Fairplay dredge, 1940s, the largest gold dredge in Colorado

===Burro Days===
The Burro Days festival is held on the last weekend of July. The event celebrates the town's mining heritage. The main feature of the festival is a 29-mile (46.7 km) burro race over rough terrain and approximately 3,000-ft (914 m) elevation gain from downtown Fairplay to the 13,185-ft (4019 m) summit of Mosquito Pass. Teams consist of one person and one burro. The race takes about five hours to complete; first prize is $1,000. Previously, the first prize included an ounce of gold. There are several other burro races in Colorado; the most notable takes place in Leadville.

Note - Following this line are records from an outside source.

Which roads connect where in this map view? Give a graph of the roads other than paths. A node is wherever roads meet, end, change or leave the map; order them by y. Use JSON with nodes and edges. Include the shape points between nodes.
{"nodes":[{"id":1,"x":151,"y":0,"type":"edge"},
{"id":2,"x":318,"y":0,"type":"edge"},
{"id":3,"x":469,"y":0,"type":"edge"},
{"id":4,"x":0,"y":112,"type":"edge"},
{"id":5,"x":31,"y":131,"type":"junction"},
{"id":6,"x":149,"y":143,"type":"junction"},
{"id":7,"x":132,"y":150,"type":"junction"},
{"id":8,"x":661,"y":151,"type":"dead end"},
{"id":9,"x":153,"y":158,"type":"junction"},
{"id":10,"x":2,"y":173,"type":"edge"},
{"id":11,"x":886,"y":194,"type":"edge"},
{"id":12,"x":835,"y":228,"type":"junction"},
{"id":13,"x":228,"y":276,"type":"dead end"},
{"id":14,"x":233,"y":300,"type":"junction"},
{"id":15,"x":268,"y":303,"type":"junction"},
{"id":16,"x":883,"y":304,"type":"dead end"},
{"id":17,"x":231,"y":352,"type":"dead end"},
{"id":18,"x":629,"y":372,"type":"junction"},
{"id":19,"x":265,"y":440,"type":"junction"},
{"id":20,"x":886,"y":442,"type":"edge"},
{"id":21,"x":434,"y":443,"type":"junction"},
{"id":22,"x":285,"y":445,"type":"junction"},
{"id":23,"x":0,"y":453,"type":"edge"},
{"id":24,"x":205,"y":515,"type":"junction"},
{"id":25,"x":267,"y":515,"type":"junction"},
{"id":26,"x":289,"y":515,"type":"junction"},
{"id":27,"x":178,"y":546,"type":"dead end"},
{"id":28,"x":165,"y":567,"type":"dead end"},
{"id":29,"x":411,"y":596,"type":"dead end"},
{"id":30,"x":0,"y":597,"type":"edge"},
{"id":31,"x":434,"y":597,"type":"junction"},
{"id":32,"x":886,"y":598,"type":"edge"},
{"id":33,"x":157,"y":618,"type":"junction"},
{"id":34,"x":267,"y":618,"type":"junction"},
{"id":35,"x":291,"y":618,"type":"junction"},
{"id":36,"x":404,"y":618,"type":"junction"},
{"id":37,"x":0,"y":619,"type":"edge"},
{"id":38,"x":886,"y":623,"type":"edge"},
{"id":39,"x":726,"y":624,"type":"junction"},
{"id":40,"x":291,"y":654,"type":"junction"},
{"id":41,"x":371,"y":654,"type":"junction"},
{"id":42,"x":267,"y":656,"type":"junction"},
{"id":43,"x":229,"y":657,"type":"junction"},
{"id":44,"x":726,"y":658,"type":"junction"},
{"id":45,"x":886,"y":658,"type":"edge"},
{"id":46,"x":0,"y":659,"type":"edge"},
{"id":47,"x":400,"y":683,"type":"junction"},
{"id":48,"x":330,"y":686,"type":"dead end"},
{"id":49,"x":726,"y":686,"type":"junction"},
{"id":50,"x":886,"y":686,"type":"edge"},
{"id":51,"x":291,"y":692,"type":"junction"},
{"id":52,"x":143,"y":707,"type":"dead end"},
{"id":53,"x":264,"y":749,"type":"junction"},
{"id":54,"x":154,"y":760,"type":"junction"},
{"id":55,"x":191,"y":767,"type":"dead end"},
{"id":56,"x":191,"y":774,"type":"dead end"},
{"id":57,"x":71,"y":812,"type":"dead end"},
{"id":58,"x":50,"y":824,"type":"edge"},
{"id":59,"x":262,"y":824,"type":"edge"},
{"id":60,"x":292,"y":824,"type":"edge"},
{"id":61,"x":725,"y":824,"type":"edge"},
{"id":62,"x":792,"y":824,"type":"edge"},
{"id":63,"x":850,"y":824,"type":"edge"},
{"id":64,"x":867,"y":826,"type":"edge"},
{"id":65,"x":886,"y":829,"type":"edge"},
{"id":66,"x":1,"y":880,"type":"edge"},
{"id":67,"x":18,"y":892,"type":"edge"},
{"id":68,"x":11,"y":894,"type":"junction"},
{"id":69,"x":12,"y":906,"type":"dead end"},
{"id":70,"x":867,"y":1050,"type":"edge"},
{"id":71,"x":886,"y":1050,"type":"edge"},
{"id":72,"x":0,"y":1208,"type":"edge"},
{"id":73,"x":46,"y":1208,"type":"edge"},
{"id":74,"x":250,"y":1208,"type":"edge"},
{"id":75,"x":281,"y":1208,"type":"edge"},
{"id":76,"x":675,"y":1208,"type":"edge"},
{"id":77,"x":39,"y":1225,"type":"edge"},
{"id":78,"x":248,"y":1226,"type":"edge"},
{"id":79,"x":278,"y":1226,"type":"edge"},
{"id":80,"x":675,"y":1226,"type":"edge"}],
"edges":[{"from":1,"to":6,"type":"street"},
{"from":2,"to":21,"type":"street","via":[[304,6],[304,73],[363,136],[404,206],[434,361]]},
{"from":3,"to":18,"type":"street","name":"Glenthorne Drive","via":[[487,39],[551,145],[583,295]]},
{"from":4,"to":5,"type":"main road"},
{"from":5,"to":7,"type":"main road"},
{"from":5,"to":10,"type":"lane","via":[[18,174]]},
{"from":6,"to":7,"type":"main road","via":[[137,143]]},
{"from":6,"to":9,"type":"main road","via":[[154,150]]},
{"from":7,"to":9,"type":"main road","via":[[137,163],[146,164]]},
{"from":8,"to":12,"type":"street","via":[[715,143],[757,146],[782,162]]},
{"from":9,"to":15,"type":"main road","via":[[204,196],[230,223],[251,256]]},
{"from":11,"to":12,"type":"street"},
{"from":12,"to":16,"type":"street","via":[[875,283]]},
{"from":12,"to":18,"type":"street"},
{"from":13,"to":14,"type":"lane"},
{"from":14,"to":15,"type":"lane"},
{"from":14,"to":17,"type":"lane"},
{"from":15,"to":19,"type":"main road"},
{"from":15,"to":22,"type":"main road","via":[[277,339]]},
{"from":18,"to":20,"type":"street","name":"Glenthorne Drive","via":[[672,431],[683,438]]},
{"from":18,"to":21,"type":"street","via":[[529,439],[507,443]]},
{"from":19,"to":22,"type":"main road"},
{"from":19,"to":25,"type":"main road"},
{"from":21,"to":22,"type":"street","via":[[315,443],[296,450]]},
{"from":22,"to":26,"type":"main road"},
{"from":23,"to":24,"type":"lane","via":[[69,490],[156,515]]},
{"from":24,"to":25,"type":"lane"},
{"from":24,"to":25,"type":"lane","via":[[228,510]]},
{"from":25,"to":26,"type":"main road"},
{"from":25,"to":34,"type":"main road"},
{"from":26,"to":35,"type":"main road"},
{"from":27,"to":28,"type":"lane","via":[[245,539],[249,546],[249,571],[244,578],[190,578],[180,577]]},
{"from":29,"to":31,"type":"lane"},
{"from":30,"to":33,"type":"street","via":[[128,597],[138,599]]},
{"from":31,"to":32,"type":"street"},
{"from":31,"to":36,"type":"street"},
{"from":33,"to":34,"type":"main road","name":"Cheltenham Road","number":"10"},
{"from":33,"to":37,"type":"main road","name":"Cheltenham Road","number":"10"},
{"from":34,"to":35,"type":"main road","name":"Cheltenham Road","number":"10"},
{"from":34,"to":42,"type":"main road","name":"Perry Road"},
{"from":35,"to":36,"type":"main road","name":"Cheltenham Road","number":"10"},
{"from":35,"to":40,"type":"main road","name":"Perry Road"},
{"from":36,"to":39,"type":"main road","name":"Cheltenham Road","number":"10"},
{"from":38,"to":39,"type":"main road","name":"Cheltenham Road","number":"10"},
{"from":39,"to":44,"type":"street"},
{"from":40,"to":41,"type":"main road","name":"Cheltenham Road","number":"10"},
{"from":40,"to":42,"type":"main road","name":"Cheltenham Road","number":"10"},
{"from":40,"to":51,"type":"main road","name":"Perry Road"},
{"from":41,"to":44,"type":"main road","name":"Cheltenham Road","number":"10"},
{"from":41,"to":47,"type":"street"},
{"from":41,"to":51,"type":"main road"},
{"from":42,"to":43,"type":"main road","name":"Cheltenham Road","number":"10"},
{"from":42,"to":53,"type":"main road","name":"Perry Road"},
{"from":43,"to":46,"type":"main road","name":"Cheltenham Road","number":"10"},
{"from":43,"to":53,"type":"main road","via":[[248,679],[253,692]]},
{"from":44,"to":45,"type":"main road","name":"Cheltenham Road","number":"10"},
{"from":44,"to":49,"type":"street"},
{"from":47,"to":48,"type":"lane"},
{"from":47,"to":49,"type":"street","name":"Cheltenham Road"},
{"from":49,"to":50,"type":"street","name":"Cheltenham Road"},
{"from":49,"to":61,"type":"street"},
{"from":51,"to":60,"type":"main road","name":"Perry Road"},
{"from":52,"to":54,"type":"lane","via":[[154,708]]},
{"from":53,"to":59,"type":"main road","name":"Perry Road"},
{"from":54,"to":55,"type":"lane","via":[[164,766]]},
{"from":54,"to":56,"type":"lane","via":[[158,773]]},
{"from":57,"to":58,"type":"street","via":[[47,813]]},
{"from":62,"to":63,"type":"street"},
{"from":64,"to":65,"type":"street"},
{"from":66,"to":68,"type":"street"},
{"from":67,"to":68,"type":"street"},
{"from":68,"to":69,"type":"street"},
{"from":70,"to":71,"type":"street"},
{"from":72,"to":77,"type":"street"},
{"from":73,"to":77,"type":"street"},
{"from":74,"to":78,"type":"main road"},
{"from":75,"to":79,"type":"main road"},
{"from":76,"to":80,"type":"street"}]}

The Fairplay event is the World Championship of Burro Racing, an ultra-marathon and the longest burro race in the state. For many years (in the 1960s and early 1970s) the Burro race took place from Leadville to Fairplay, or vice versa, crossing over Mosquito Pass. This followed the route that Father John Lewis Dyer of the Methodist Episcopal Church used for circuit riding and for carrying mail. With time, the rivalry between the two cities ended this cooperative endeavor.

==Infrastructure==
===Transportation===
Fairplay is part of Colorado's Bustang intercity bus network. It is on the Gunnison-Denver Outrider line.

==Notable people==
- Sheldon Jackson, Presbyterian missionary who established what is now the South Park Community Presbyterian Church in Fairplay.